Дорогие мои мальчишки (Кассиль) - страница 21

В первую осень войны Капка пошел в ремесленное училище. Теперь ему уже дали четвертый разряд - он работал фрезеровщиком на Судоремонтном заводе в Рыбачьем Затоне. Тут чинились небольшие волжские пароходы, нефтеналивные баржи, ледоколы, землечерпалки. Капка перенял страсть отца ко всякому техническому ремеслу. Руки у Капки были действительно золотые. Он и прежде мог мастерить всякую всячину. Мастер Корней Павлович Матунин сразу отметил старательного и ловкого в деле паренька.

- В отца идешь, в Василия Семеныча, - говорил мастер. - Соображение у тебя, Бутырев, имеется.

Капку никто не называл Капитоном Васильевичем, как иногда называют с полушутливым уважением хорошо работающих авторитетных ребят. В этом всегда есть чуточку снисходительного умиления. А Капку в училище и на заводе уважали по-настоящему, всерьез, без лишних ахов.

"Работник!" - говорили про него. Только ростом он был еще очень мал, да и годами еле-еле вышел для училища. Не в меру длинная шинель стегала его по пяткам. Издали казалось, что движется большая черная кадка, из которой торчит голова в фуражке. Но, когда дразнили его, мастер Корней Павлович Матунин останавливал задир:

- Шинелка, конечно, маленько свободна, а насмешки ни к чему. У Бутырева все на рост покроено - и ши-нелка и работа сама. Все чуток не по годам, чтобы развитию простор был. Ничего, подрастет - догонит, войдет в размер. Обуживать такого нет расчета... А ты но слушай их, Бутырев, шагай себе.

И Капка шагал.

Он шел сейчас, искоса поглядывая на свою тень, которая стала короче, так как солнце уже довольно высоко поднялось над Затоном. Хозяйки шлепали бельем по воде у мостков. Рыбаки возвращались на исады после утреннего осмотра вентерей, и длинные остроносые лодки глубоко сидели в воде.

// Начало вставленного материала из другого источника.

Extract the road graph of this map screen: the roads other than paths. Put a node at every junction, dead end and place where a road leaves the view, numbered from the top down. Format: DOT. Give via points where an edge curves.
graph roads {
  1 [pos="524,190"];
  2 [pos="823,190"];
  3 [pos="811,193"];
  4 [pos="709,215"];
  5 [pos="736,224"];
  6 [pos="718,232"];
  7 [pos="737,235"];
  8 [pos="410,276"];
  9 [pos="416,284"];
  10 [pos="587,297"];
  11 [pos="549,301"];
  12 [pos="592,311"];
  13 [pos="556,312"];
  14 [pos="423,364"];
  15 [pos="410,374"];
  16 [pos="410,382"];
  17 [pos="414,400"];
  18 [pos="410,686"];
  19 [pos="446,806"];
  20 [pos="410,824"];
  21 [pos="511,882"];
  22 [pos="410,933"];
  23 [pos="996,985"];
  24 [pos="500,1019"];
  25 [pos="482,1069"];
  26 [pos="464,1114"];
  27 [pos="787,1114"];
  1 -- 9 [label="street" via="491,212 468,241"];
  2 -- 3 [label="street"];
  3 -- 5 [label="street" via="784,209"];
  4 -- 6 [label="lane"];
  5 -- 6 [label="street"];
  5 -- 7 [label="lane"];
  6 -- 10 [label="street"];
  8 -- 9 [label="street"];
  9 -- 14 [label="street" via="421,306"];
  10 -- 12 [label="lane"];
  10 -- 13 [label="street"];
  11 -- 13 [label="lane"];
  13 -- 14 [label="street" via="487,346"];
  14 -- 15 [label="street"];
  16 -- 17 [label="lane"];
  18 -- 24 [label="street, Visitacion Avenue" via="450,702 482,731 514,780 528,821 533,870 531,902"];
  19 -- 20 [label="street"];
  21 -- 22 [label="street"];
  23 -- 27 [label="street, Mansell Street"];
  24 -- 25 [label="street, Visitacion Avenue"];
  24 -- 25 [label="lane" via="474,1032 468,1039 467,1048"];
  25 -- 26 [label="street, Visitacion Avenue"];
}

Видно, богатый был улов. На берегу у клуба водников знакомые мальчишки играли в городки. Капка невольно замедлил шаг. Когда-то он был непобедим по этой части. Мало кто в Затоне имел такой точный удар и мог с одной биты выбить бабушку в окошке, или покойника с попом, или паровоз со стрелочником, или пушку, не завалив при этом ни одной чурки. Но теперь ему было не до этого: время пришло серьезное. Некогда бросаться палками, да и поотстала, верно, рука, отвык глаз, нет уже, должно быть, прежней точности.

Когда Капка поравнялся с площадкой, где ребята играли в городки, там как раз была выложена самая трудная фигура - письмо. Четыре чурки, называвшиеся марками, лежали по углам квадрата, а одна стояла посередине городка. Это была печать. Капка с насмешливым сожалением глядел на игрока, который прокинул даром уже третью палку и только одной чуточку зацепил левую переднюю марку, что, по правилам игры, не считалось, так как сперва надо было выбить задние марки. Времени оставалось уже в обрез, надо было спешить. Но тут Капка не выдержал.